Following the Way of the Movie...
Ishtar opens with sugary sweet benzoin, spiked with fresh, pine-like juniper before moving to its heart. As the composition enters its early heart the aggressively sweet, slightly cinnamon-like benzoin remains, now joining almost makeup-like, slightly powdery frankincense and nutty/woody smelling myrrh with a musky undertone. During the late dry-down the composition eschews most of its sweetness, leaving a gentle powdery sheen with remnants of the frankincense joining an unveiled supporting slightly sweet sandalwood through the finish. Projection is good to very good, and longevity average at around 8 hours on skin.

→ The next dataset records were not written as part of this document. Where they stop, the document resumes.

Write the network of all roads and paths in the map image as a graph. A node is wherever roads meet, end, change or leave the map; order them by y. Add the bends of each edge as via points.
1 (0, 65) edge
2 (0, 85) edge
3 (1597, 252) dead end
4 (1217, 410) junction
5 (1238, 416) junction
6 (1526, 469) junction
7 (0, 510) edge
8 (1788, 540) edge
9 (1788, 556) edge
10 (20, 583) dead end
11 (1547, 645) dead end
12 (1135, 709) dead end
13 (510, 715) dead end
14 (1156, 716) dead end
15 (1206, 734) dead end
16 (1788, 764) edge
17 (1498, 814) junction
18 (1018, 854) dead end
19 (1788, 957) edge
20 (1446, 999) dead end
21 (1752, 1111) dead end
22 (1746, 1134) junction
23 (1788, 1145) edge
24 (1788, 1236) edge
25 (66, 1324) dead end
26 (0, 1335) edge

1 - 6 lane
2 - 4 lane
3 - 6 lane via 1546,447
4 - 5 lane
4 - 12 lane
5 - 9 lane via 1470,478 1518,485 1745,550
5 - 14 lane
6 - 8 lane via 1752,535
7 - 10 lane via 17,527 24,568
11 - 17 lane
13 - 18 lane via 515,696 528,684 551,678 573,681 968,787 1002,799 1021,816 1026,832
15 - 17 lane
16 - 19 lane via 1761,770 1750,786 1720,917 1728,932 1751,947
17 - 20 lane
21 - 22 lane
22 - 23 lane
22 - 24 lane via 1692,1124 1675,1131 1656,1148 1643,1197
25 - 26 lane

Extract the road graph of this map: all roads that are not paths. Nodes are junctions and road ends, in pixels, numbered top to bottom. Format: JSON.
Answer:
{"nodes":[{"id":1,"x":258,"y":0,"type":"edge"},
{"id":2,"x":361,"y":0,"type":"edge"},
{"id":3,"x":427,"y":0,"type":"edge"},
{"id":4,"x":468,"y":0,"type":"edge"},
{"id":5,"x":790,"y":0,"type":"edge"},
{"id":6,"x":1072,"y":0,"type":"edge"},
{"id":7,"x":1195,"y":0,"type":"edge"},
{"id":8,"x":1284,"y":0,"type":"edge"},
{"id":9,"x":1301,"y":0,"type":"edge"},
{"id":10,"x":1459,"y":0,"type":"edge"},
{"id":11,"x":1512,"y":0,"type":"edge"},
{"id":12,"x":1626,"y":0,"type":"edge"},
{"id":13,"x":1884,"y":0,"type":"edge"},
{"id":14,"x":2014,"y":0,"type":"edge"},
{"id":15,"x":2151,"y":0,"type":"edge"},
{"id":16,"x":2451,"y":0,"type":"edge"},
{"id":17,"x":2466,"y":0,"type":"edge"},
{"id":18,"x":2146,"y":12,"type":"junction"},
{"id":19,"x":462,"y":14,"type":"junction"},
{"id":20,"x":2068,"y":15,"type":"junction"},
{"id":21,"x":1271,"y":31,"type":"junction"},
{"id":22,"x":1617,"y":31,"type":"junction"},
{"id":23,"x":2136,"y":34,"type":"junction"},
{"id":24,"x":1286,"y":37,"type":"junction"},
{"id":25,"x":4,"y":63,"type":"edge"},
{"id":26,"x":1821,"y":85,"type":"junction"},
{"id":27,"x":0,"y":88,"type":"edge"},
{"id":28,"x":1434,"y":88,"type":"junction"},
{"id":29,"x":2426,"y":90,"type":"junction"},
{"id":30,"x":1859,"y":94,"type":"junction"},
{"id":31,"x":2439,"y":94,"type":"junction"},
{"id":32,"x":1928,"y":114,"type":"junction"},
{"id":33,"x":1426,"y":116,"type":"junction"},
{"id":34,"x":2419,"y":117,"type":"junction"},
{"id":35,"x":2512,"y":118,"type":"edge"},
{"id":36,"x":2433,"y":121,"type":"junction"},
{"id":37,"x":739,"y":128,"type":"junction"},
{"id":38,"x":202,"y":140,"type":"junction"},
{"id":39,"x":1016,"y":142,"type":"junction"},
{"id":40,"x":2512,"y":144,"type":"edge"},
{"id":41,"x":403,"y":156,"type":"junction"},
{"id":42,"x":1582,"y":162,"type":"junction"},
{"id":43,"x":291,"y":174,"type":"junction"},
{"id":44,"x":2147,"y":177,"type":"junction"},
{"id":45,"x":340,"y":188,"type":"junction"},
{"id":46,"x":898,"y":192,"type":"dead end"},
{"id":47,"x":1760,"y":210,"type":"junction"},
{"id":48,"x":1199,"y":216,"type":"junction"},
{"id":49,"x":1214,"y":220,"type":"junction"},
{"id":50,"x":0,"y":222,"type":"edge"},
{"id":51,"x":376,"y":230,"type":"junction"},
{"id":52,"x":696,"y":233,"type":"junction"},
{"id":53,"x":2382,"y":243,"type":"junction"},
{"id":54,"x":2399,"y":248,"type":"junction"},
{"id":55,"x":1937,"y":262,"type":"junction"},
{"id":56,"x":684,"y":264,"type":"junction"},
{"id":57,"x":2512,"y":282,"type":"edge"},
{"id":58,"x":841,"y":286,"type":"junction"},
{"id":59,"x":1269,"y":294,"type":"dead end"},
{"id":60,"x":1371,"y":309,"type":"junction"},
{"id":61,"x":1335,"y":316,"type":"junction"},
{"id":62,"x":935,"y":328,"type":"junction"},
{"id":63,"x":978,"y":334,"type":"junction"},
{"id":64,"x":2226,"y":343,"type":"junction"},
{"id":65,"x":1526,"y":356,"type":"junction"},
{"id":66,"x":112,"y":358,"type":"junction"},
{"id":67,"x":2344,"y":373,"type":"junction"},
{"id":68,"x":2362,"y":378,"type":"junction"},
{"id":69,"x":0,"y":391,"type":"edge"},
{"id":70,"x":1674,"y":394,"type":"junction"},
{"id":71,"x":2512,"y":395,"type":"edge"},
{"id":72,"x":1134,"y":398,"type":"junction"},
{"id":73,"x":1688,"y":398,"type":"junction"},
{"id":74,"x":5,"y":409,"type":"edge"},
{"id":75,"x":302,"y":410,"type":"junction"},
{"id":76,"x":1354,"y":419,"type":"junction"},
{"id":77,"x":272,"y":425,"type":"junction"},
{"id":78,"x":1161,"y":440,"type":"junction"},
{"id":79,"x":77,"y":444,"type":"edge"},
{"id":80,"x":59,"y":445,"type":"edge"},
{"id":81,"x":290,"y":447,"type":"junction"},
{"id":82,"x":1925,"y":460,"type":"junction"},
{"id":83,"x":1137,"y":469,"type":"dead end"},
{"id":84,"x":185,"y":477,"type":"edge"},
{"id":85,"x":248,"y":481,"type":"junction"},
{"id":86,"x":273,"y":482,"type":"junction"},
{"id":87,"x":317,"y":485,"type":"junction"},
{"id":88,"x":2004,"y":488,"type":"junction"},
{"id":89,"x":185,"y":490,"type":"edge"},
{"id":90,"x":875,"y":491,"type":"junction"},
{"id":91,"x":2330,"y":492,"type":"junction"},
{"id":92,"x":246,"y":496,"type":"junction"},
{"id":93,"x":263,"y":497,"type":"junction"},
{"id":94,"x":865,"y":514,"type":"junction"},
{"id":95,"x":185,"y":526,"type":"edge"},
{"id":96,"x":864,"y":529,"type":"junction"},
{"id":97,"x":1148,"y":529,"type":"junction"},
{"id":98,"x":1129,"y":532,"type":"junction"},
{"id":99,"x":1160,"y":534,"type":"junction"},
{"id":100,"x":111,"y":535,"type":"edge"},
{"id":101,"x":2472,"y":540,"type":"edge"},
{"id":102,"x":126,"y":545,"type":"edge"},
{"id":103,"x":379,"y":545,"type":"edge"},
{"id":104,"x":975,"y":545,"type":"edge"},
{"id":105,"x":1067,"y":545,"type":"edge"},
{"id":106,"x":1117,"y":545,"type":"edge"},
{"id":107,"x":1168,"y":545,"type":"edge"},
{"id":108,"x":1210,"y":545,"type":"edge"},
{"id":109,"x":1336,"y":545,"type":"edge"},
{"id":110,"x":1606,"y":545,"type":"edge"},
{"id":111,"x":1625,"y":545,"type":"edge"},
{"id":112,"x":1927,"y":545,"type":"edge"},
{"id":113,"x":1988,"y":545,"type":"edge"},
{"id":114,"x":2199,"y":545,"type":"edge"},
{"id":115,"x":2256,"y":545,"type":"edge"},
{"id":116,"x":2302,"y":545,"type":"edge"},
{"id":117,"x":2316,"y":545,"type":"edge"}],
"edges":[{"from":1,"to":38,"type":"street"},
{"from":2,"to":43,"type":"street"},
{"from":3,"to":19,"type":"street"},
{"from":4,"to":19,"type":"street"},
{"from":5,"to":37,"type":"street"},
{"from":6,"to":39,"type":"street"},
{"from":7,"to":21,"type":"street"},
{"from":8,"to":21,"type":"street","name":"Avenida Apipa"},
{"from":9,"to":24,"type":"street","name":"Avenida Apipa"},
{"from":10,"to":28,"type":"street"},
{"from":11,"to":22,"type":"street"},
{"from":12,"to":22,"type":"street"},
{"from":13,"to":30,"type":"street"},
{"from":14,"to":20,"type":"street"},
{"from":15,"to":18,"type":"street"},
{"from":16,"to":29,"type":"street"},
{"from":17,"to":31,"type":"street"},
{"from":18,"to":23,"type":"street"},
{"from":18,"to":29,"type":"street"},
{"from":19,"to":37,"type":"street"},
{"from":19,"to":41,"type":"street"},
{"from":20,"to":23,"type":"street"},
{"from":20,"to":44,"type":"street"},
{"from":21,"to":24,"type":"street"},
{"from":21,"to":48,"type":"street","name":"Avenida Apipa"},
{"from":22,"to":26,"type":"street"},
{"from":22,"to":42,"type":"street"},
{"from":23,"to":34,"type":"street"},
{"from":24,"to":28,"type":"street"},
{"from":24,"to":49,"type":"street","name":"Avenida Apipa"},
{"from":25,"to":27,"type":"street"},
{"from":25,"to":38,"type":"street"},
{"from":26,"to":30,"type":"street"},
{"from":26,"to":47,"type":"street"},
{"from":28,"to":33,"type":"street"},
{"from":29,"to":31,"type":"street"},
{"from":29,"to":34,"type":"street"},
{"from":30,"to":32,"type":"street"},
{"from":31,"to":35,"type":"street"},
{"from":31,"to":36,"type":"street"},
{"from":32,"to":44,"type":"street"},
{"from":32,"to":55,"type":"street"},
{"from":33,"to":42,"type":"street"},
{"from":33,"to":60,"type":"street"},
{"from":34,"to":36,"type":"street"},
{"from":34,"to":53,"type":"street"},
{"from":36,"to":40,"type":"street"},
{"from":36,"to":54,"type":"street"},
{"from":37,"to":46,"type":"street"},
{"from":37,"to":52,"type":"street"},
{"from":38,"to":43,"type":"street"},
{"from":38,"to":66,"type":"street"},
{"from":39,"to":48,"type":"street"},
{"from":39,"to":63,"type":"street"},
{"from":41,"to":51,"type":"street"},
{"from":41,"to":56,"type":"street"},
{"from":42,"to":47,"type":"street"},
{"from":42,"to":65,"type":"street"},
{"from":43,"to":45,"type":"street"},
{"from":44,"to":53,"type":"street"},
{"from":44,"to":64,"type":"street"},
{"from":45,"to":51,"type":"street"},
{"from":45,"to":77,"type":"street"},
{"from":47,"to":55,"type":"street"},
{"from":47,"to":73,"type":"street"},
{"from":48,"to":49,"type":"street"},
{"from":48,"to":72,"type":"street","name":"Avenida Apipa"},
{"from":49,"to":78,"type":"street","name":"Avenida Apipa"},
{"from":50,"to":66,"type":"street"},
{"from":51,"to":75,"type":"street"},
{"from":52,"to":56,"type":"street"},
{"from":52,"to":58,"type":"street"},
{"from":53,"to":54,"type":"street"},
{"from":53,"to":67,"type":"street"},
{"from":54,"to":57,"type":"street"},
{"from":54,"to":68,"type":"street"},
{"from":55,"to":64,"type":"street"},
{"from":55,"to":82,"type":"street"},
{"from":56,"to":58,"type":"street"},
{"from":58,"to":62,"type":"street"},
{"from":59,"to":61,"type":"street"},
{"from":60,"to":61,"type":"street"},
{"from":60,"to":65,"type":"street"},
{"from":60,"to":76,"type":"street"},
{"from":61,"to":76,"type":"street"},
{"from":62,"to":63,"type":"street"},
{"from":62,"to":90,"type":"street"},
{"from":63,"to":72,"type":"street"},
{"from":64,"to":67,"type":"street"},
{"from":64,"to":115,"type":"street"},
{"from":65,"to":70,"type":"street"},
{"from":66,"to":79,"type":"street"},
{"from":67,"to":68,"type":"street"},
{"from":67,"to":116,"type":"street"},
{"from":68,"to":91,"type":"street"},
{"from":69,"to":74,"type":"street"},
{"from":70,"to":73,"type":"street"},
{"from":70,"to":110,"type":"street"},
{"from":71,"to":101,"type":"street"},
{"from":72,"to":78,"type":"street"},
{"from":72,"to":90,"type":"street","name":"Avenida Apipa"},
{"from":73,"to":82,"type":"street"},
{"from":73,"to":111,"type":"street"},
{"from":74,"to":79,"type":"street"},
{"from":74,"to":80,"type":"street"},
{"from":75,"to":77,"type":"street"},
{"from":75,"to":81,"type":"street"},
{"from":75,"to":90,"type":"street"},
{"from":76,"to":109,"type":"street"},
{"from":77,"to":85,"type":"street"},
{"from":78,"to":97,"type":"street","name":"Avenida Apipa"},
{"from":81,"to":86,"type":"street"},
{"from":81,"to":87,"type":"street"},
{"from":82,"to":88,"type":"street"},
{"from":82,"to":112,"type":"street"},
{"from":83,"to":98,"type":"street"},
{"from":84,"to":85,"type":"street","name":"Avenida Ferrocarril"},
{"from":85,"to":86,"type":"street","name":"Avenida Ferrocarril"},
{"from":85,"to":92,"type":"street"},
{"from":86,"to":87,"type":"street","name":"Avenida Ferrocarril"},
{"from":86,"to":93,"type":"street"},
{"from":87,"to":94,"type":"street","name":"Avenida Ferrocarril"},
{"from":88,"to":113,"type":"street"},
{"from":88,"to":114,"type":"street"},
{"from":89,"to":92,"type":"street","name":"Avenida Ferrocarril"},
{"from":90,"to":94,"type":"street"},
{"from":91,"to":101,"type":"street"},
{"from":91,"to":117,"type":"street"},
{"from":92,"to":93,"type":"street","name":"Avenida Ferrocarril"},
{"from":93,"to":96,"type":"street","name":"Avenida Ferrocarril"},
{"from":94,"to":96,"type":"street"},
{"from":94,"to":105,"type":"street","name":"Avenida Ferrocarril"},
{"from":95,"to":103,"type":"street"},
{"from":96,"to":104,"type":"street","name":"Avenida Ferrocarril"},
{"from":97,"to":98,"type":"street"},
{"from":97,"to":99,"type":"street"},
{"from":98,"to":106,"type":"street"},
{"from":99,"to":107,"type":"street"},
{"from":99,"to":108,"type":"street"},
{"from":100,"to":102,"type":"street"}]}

I may as well cut right to chase, Ishtar is a disappointment. No, it is not in any way horrible smelling, but rather surprising in the wrong way. I knew going in that the perfumer was going for an incense focused perfume, but nothing prepared me for *this* kind of an incense focused perfume. For one, the benzoin in the composition is ratcheted up to a near unbearable level to the sweet-averse like this writer, and then the presentation of the frankincense is of a powdery nature that only makes the relative sweetness all the more unwelcome. After the sweetness nearly vacates when the perfume reaches its rather bland and generic powdery, woody late dry-down, one has to wonder if getting to it was worth the trouble? I say, "No." The truth is the perfume is better smelling than I make it out to be in this short blurb, but with so many spectacular offerings from the house, one can't help but be let-down by this rather mundane, sugary sweet concoction that most likely appeals more to modern styled mass market du jour perfume wearers, than the classically structured perfume aficionados most of the Rogue offerings do. The bottom line is the $125 per 60ml bottle Ishtar, like the unrelated movie of the same name despite high expectations, disappoints with a very "average" 2.5 stars out of 5 rating and an avoid recommendation, except to more modern styled sweet perfume lovers.